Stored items
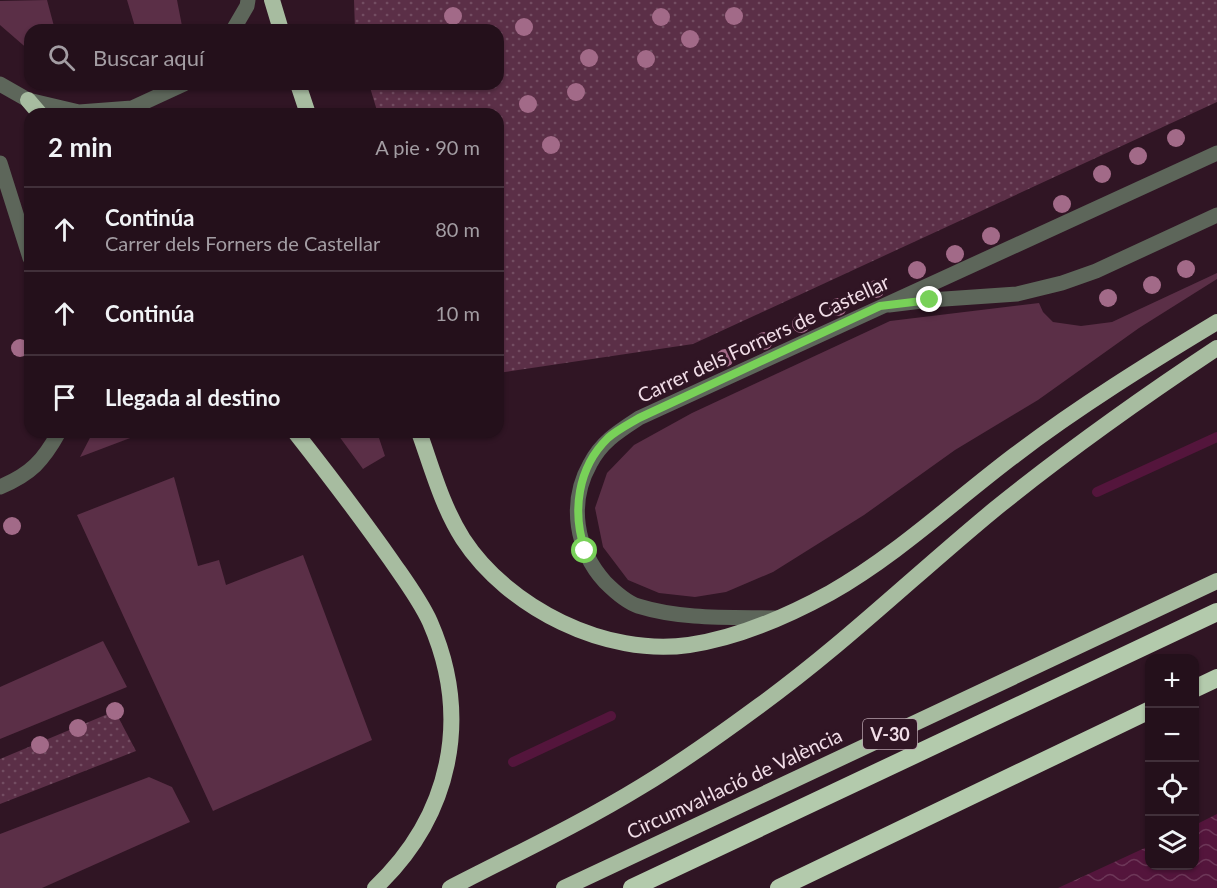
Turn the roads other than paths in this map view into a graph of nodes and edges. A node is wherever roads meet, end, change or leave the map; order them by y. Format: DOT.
graph roads {
  1 [pos="248,0"];
  2 [pos="272,0"];
  3 [pos="236,24"];
  4 [pos="279,24"];
  5 [pos="0,84"];
  6 [pos="171,90"];
  7 [pos="300,90"];
  8 [pos="28,100"];
  9 [pos="35,108"];
  10 [pos="62,108"];
  11 [pos="132,108"];
  12 [pos="306,108"];
  13 [pos="1217,153"];
  14 [pos="0,163"];
  15 [pos="1217,215"];
  16 [pos="24,239"];
  17 [pos="880,306"];
  18 [pos="1217,322"];
  19 [pos="1217,348"];
  20 [pos="56,438"];
  21 [pos="300,438"];
  22 [pos="421,438"];
  23 [pos="0,487"];
  24 [pos="1217,581"];
  25 [pos="1217,612"];
  26 [pos="779,618"];
  27 [pos="1217,678"];
  28 [pos="1199,687"];
  29 [pos="1145,712"];
  30 [pos="375,888"];
  31 [pos="450,888"];
  32 [pos="564,888"];
  33 [pos="632,888"];
  34 [pos="779,888"];
  1 -- 3 [label="street"];
  2 -- 4 [label="highway"];
  5 -- 8 [label="street"];
  6 -- 11 [label="street"];
  7 -- 12 [label="highway"];
  8 -- 9 [label="highway"];
  8 -- 10 [label="street"];
  13 -- 17 [label="street, Carrer dels Forners de Castellar"];
  14 -- 16 [label="street"];
  15 -- 17 [label="street"];
  17 -- 26 [label="street, Carrer dels Forners de Castellar"];
  18 -- 26 [label="highway"];
  19 -- 31 [label="highway"];
  20 -- 23 [label="street"];
  21 -- 30 [label="highway"];
  22 -- 26 [label="highway"];
  24 -- 32 [label="highway, Circumval·lació de València / V-30"];
  25 -- 33 [label="highway"];
  27 -- 28 [label="highway"];
  29 -- 34 [label="highway"];
}
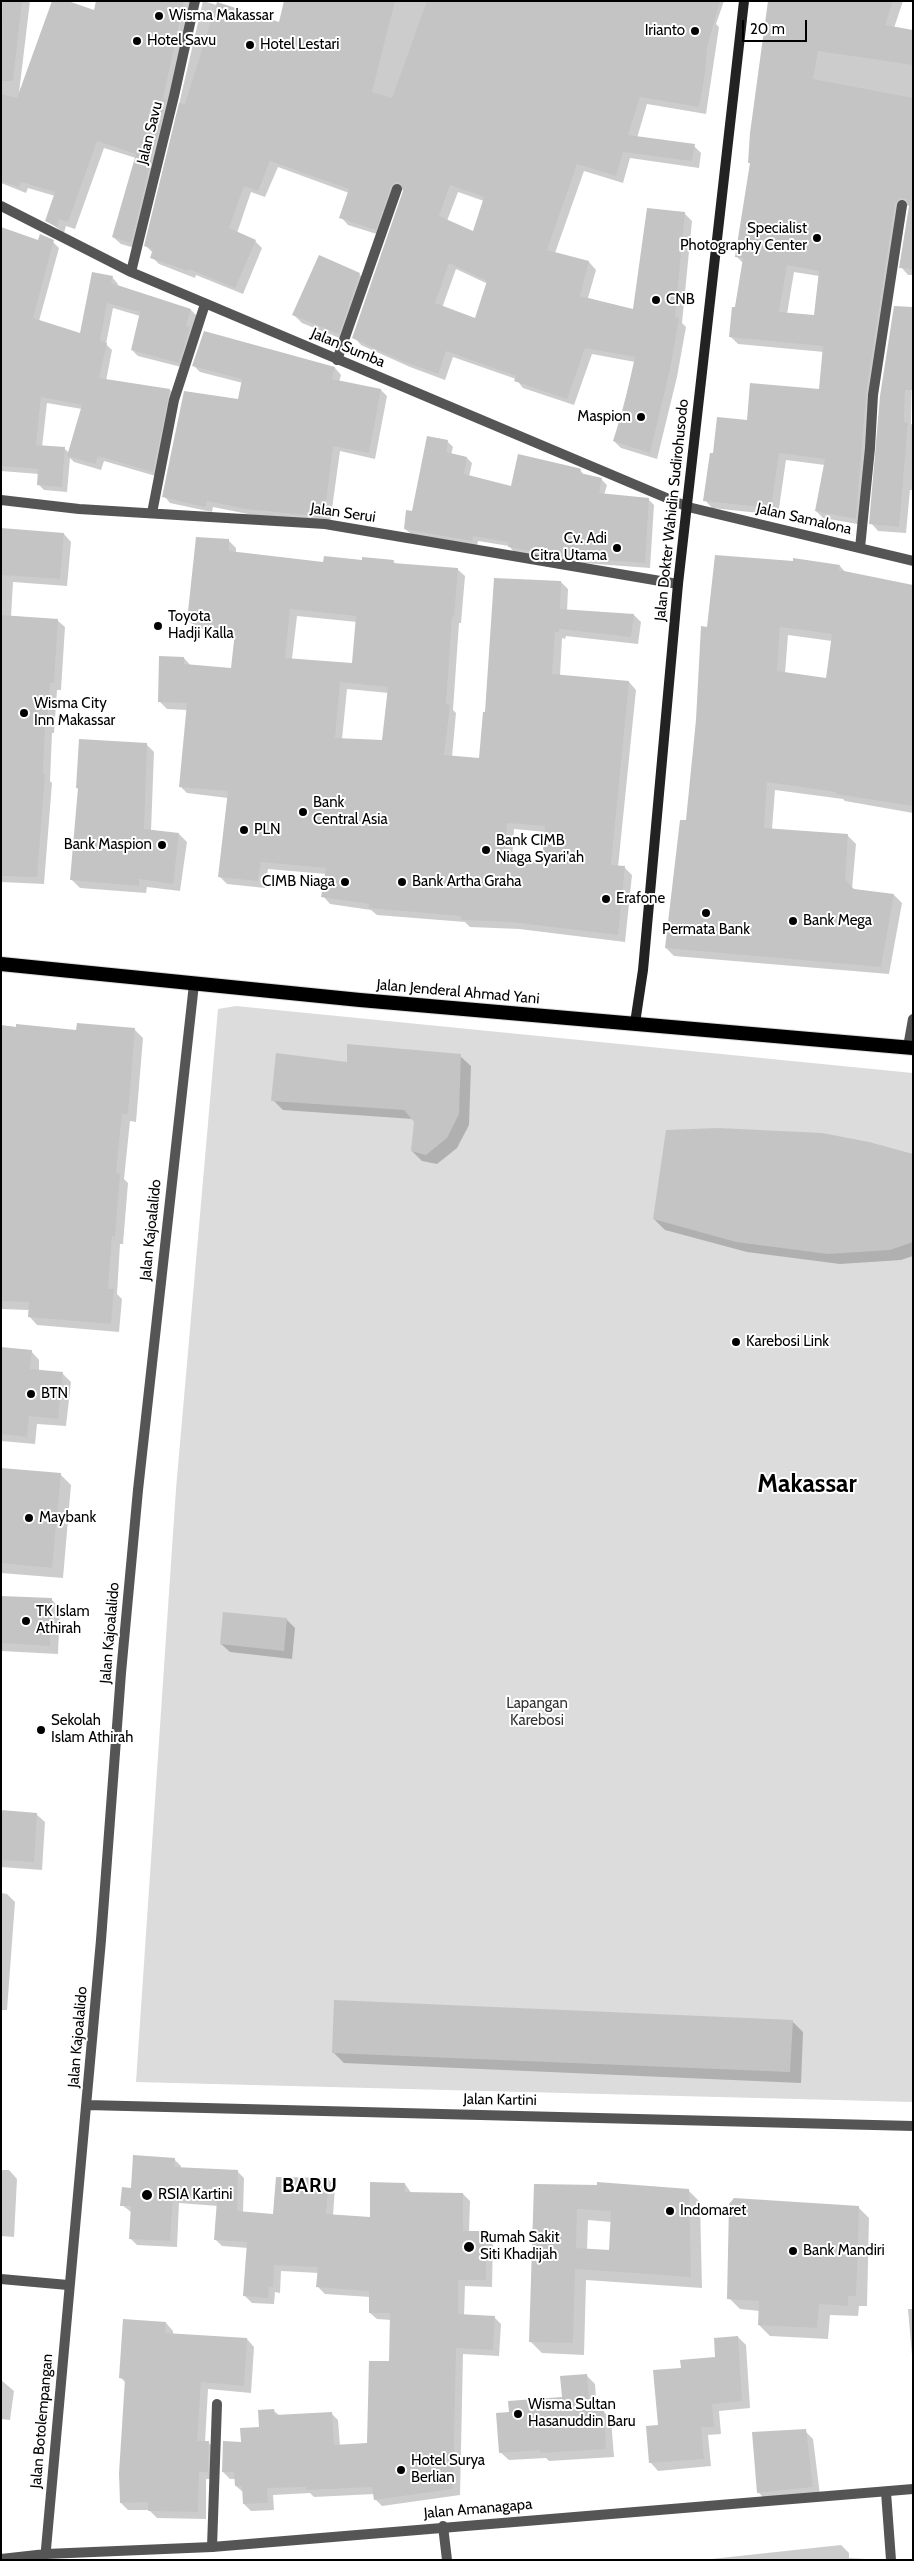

WORK TASK
Return only the number of lines in the entries that contain the string "dels".

FINAL ANSWER
2